“I think it’s quite natural that Americans – all of whom feel that they could have been President if they wanted – like to read about that ultimate fulfillment.”
- Edmund Morris, author of a three volume biography of Theodore Roosevelt, quoted in Time Magazine, November 29, 2010
What is it that’s different about America? What is it that makes us feel that we’re the best nation on the planet? Answers like Freedom and Liberty come to mind. But also more subtle ones like adherence to the rule of law, application of law equally to all citizens, jealous guarding of property rights (think how a loss of property rights would impact the economic choices of investors in America).

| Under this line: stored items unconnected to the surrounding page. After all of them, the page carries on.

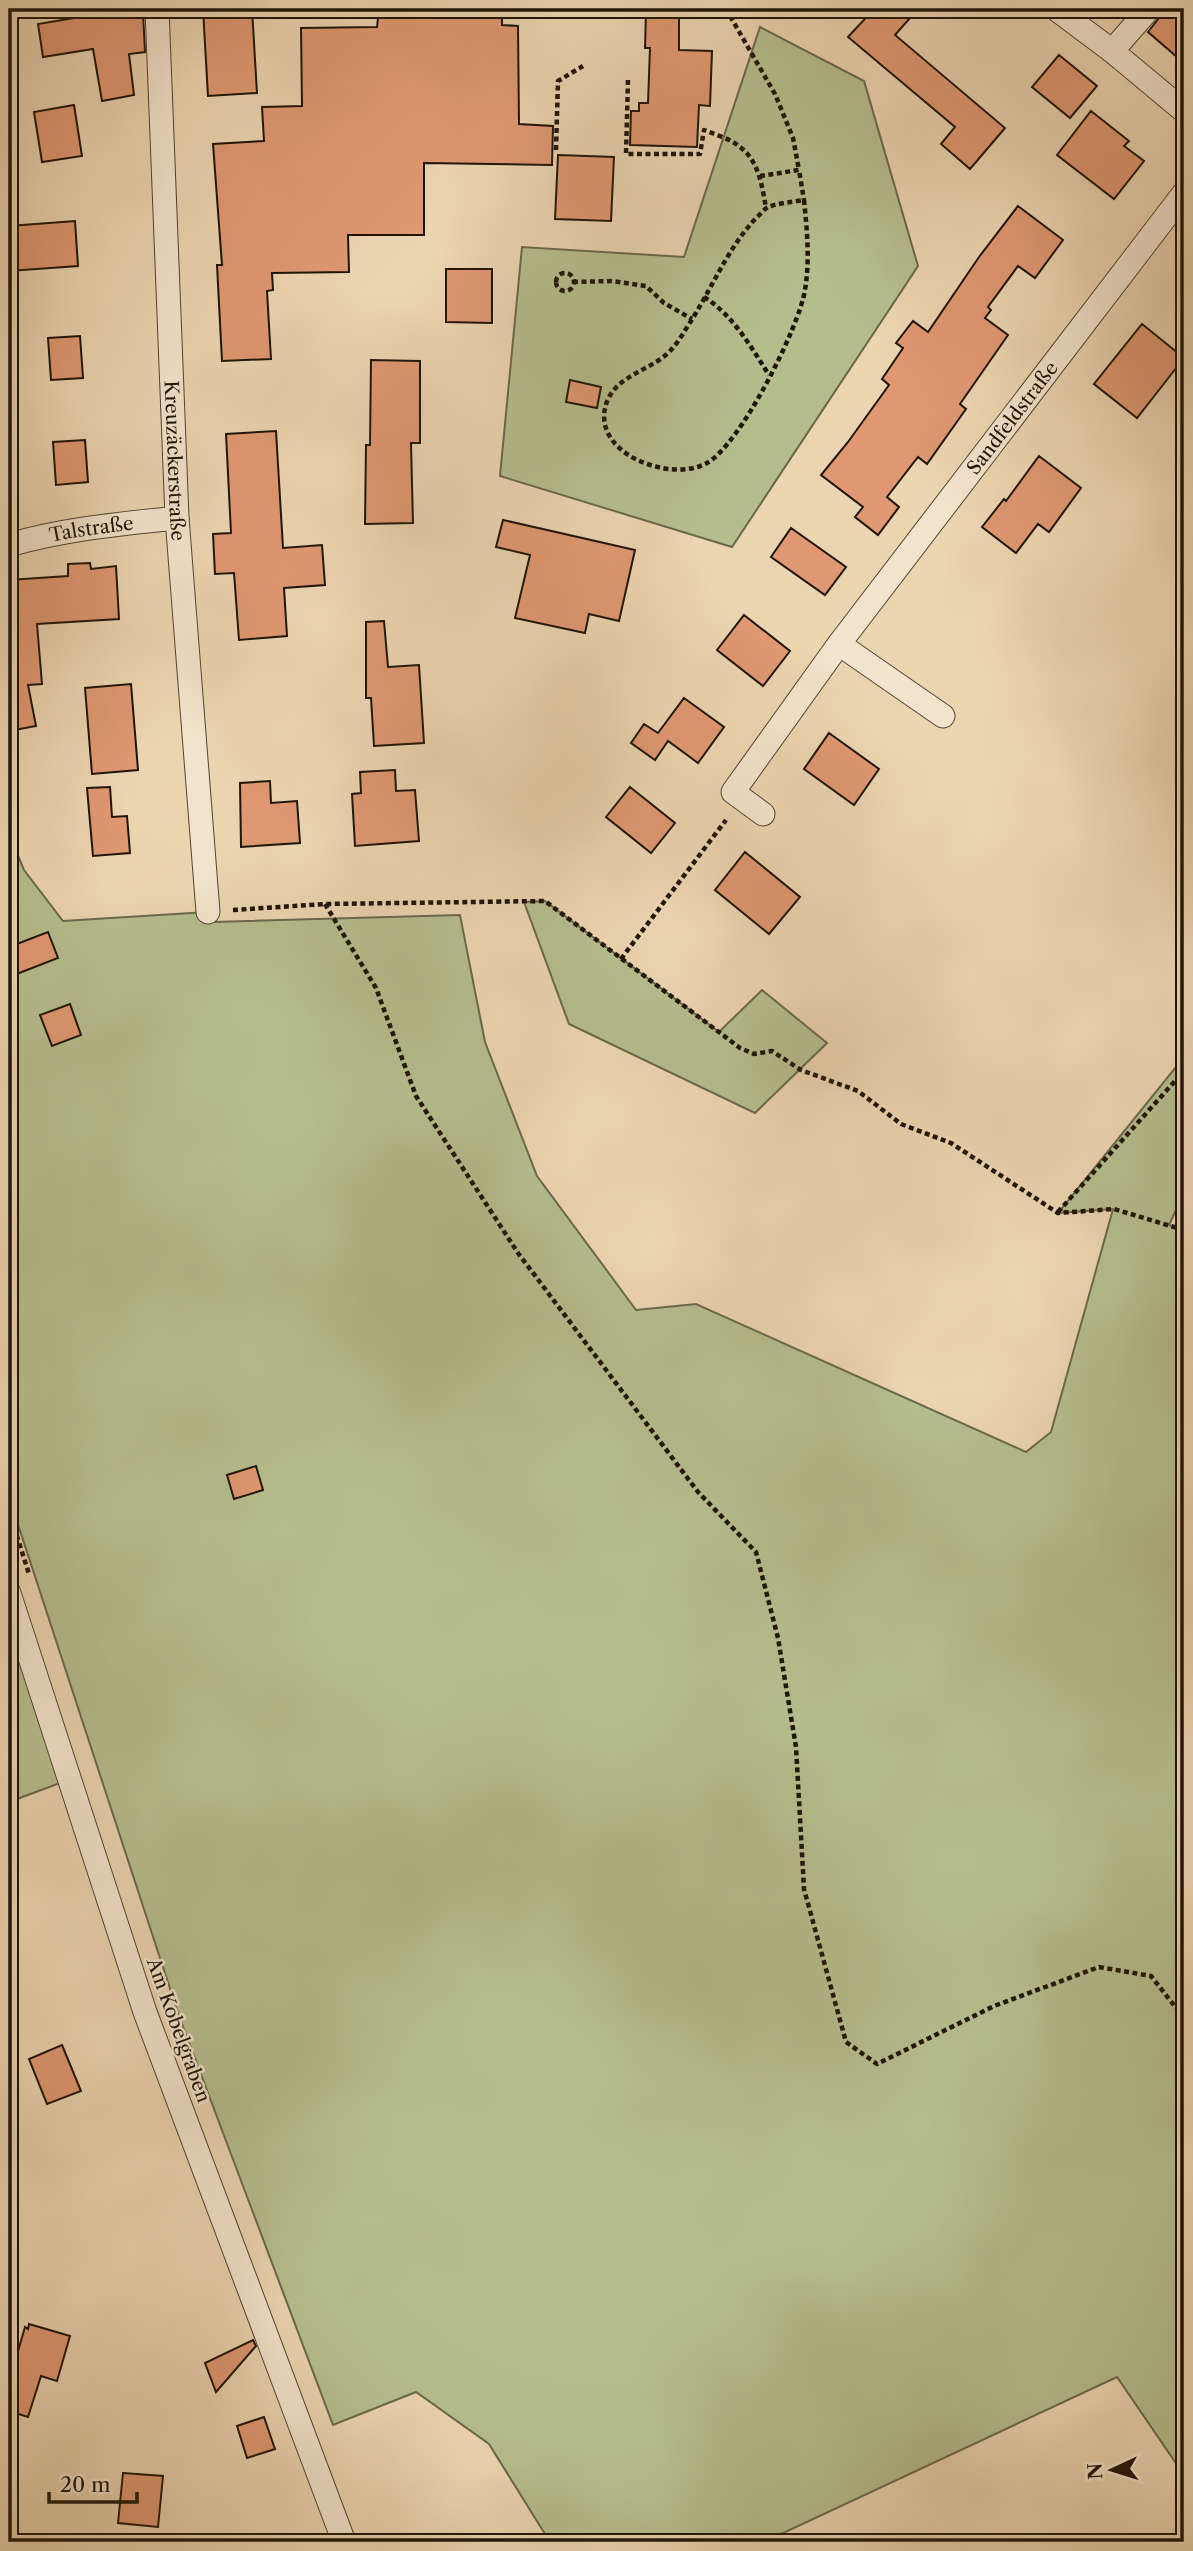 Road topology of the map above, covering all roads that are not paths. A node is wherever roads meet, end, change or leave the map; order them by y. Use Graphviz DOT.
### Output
graph roads {
  1 [pos="157,9"];
  2 [pos="1056,9"];
  3 [pos="1149,9"];
  4 [pos="1112,51"];
  5 [pos="1184,111"];
  6 [pos="1184,192"];
  7 [pos="177,518"];
  8 [pos="9,545"];
  9 [pos="839,644"];
  10 [pos="943,716"];
  11 [pos="763,814"];
  12 [pos="208,912"];
  13 [pos="9,1593"];
  14 [pos="344,2542"];
  1 -- 7 [label="street, Kreuzäckerstraße"];
  2 -- 4 [label="street"];
  3 -- 4 [label="street"];
  4 -- 5 [label="street"];
  6 -- 9 [label="street, Sandfeldstraße"];
  7 -- 8 [label="street, Talstraße"];
  7 -- 12 [label="street, Kreuzäckerstraße"];
  9 -- 10 [label="street"];
  9 -- 11 [label="street, Sandfeldstraße"];
  13 -- 14 [label="street, Am Kobelgraben"];
} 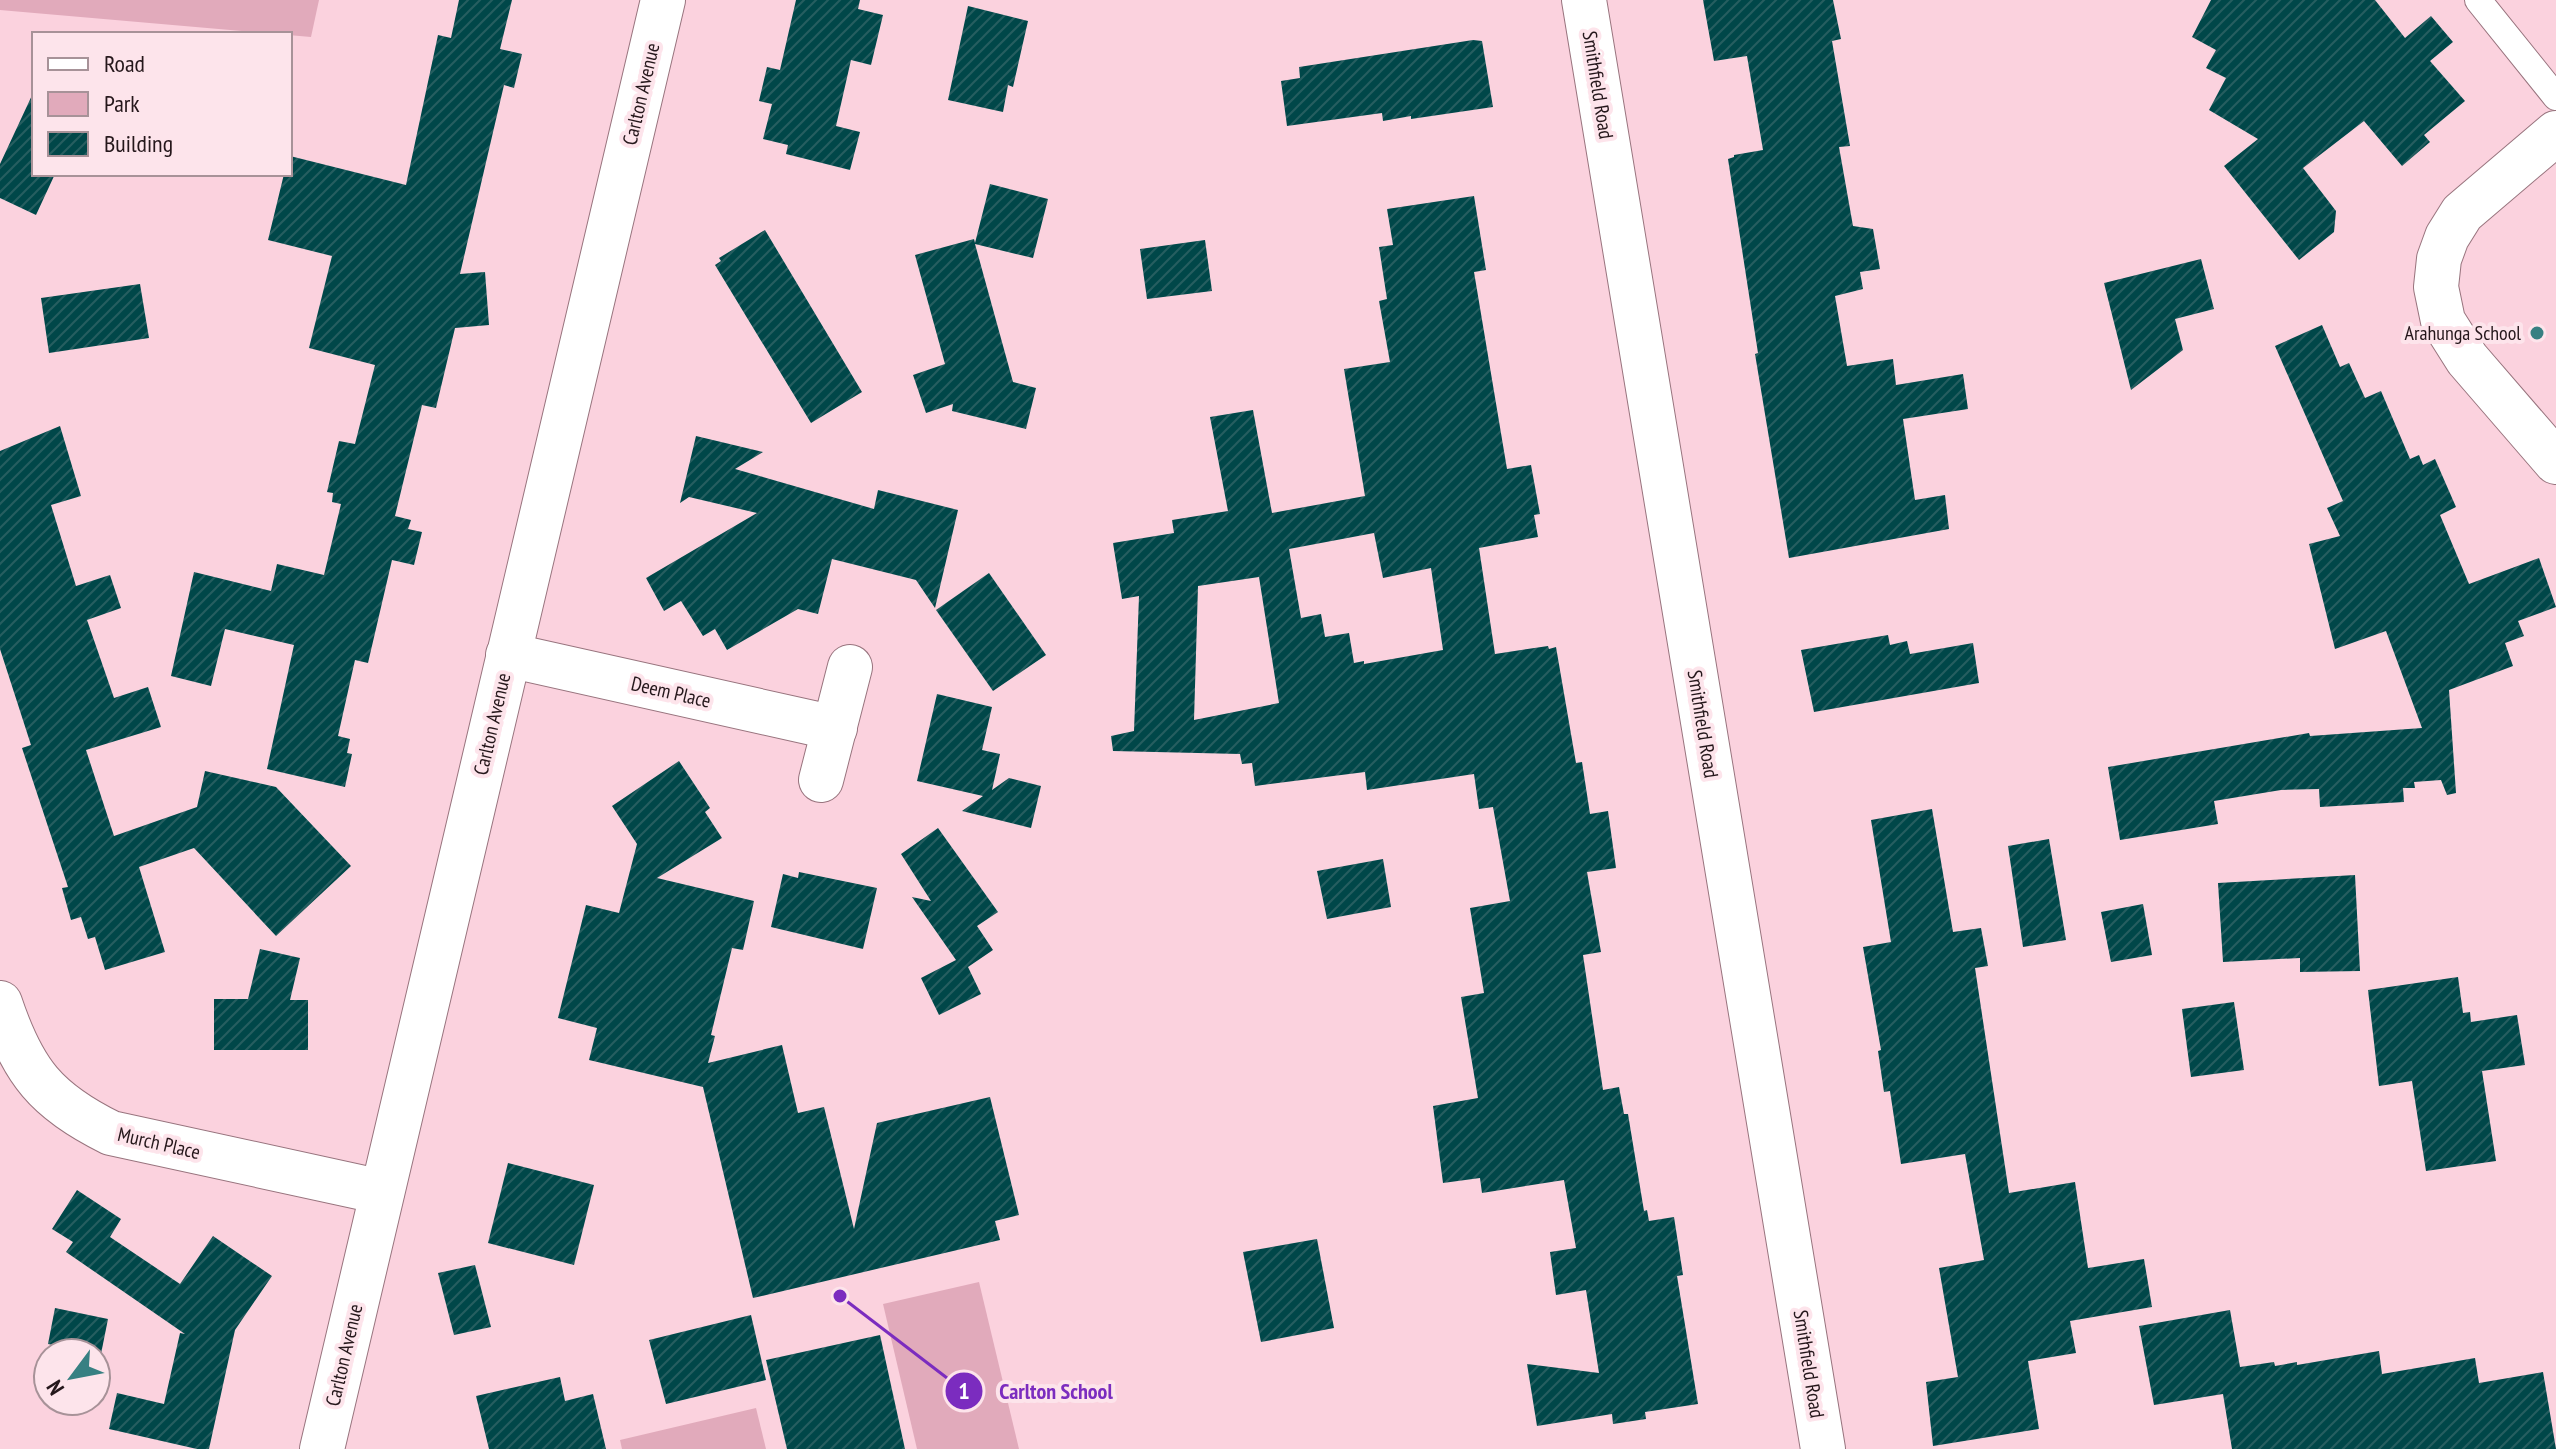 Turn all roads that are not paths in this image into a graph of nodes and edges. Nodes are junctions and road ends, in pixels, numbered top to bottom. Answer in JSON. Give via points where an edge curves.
{"nodes":[{"id":1,"x":663,"y":0,"type":"edge"},
{"id":2,"x":1584,"y":0,"type":"edge"},
{"id":3,"x":2478,"y":0,"type":"edge"},
{"id":4,"x":2556,"y":97,"type":"edge"},
{"id":5,"x":2556,"y":133,"type":"edge"},
{"id":6,"x":2556,"y":462,"type":"edge"},
{"id":7,"x":508,"y":655,"type":"junction"},
{"id":8,"x":850,"y":667,"type":"dead end"},
{"id":9,"x":835,"y":728,"type":"junction"},
{"id":10,"x":821,"y":780,"type":"dead end"},
{"id":11,"x":0,"y":1003,"type":"edge"},
{"id":12,"x":382,"y":1192,"type":"junction"},
{"id":13,"x":322,"y":1449,"type":"edge"},
{"id":14,"x":1823,"y":1449,"type":"edge"}],
"edges":[{"from":1,"to":7,"type":"main road","name":"Carlton Avenue"},
{"from":2,"to":14,"type":"main road","name":"Smithfield Road"},
{"from":3,"to":4,"type":"lane"},
{"from":5,"to":6,"type":"main road","via":[[2462,213],[2439,259],[2436,287],[2443,321],[2467,359]]},
{"from":7,"to":9,"type":"main road","name":"Deem Place"},
{"from":7,"to":12,"type":"main road","name":"Carlton Avenue"},
{"from":8,"to":9,"type":"main road"},
{"from":9,"to":10,"type":"main road"},
{"from":11,"to":12,"type":"main road","name":"Murch Place","via":[[26,1066],[78,1117],[111,1133]]},
{"from":12,"to":13,"type":"main road","name":"Carlton Avenue"}]} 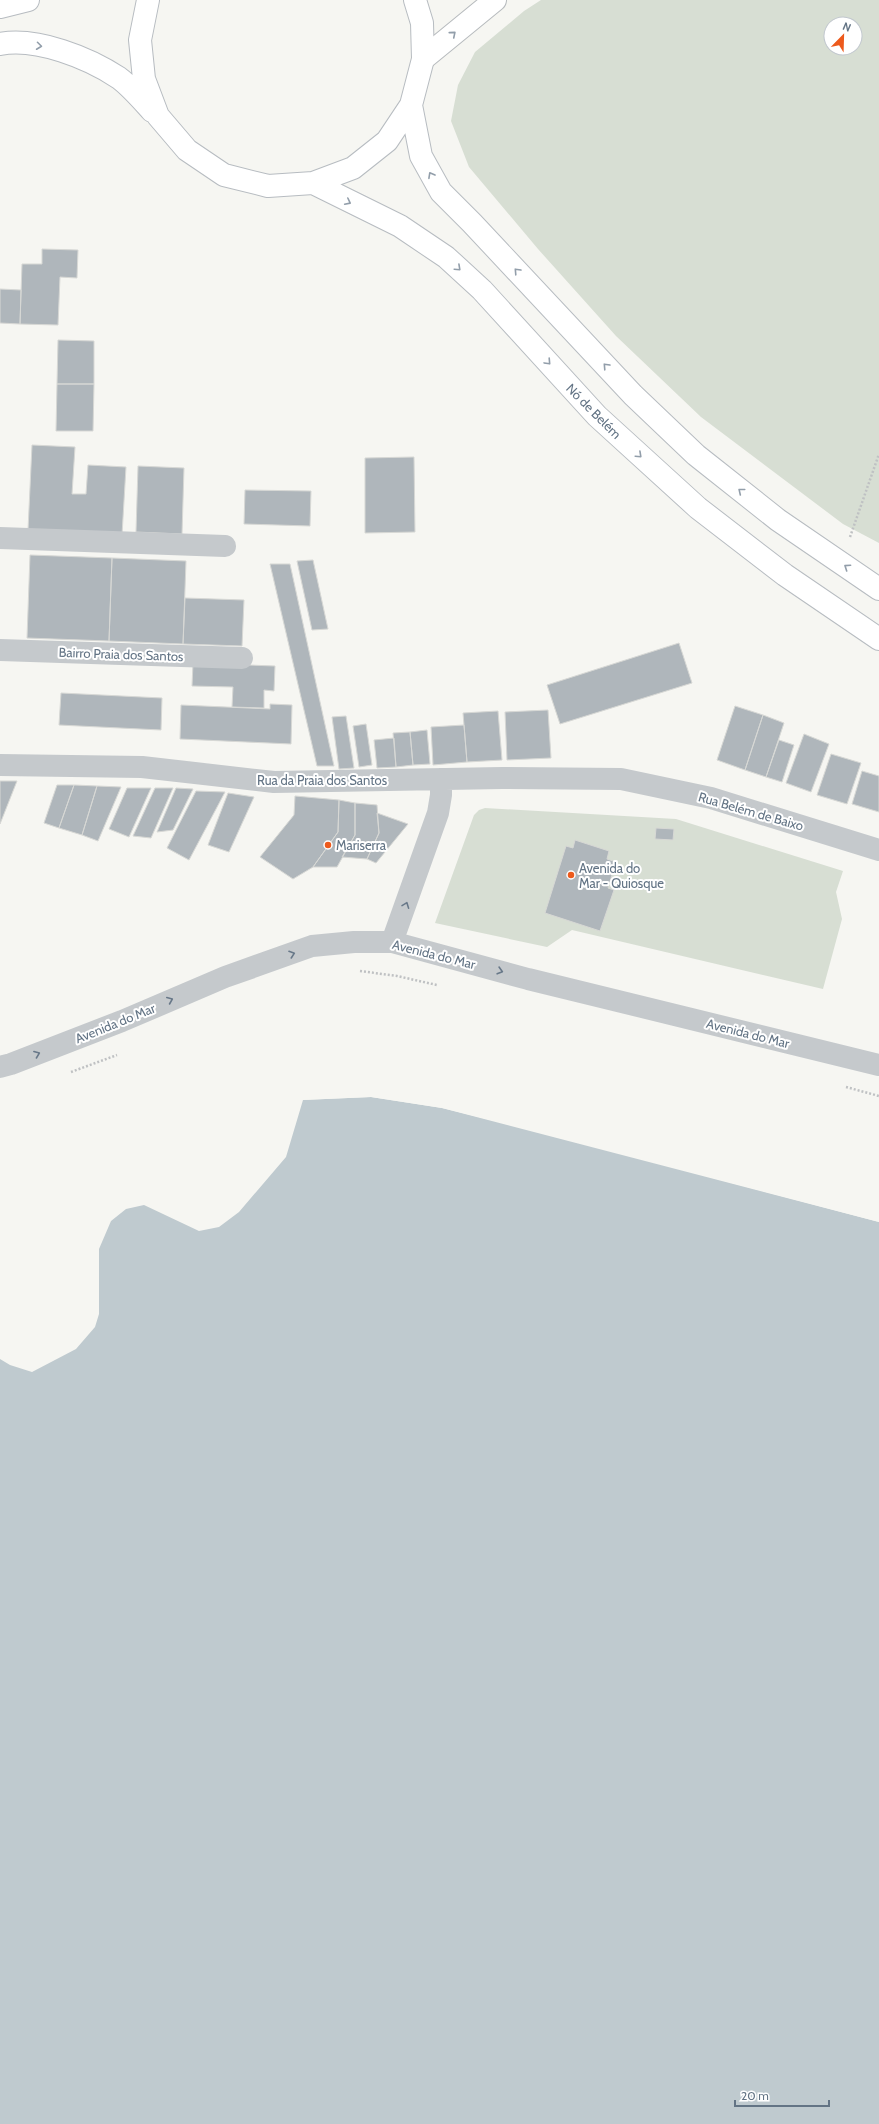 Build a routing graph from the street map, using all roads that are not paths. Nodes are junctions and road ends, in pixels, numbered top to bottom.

Here’s a quote that may point to an underlying cause of the unconscious ‘buy-in’ we Americans have toward out Constitution in particular, and our Country in general. I’ve heard it said that non-Americans can have respect toward America and her people while simultaneously vilifying her leaders. That stems from other countries’ history of a separation between the populace and the leadership. But here in America our government is of, by and for the people. So we have a much more personal stake in government, both local and national. Our stake is not only in the consequences that fall on us from government action or inaction, but more importantly a sense of ownership in the government. It’s almost like a parent-child relationship, where we citizens are the parents and our children-leaders have left the nest to go into the big world. We cheer them on and suffer with them in their defeats. If we were the children and leaders the parents, would we care so much about their accomplishments? No, it’s because we see them as our creation, our responsibility, that we have so much invested in their successes and failures.
The feeling of responsibility is quite natural: we have voted them into office. We are responsible for them. And what parent doesn’t struggle with the desire to step in and do for his child what his child needs to do for himself? But this feeling seems to go beyond a parental responsibility. I find, therefore, a truthiness to Morris’ statement, and some application of it to my questions at the start of this essay. What nation wouldn’t feel itself the greatest whose citizens all feel they could be the leader, if only they weren’t so busy doing other things?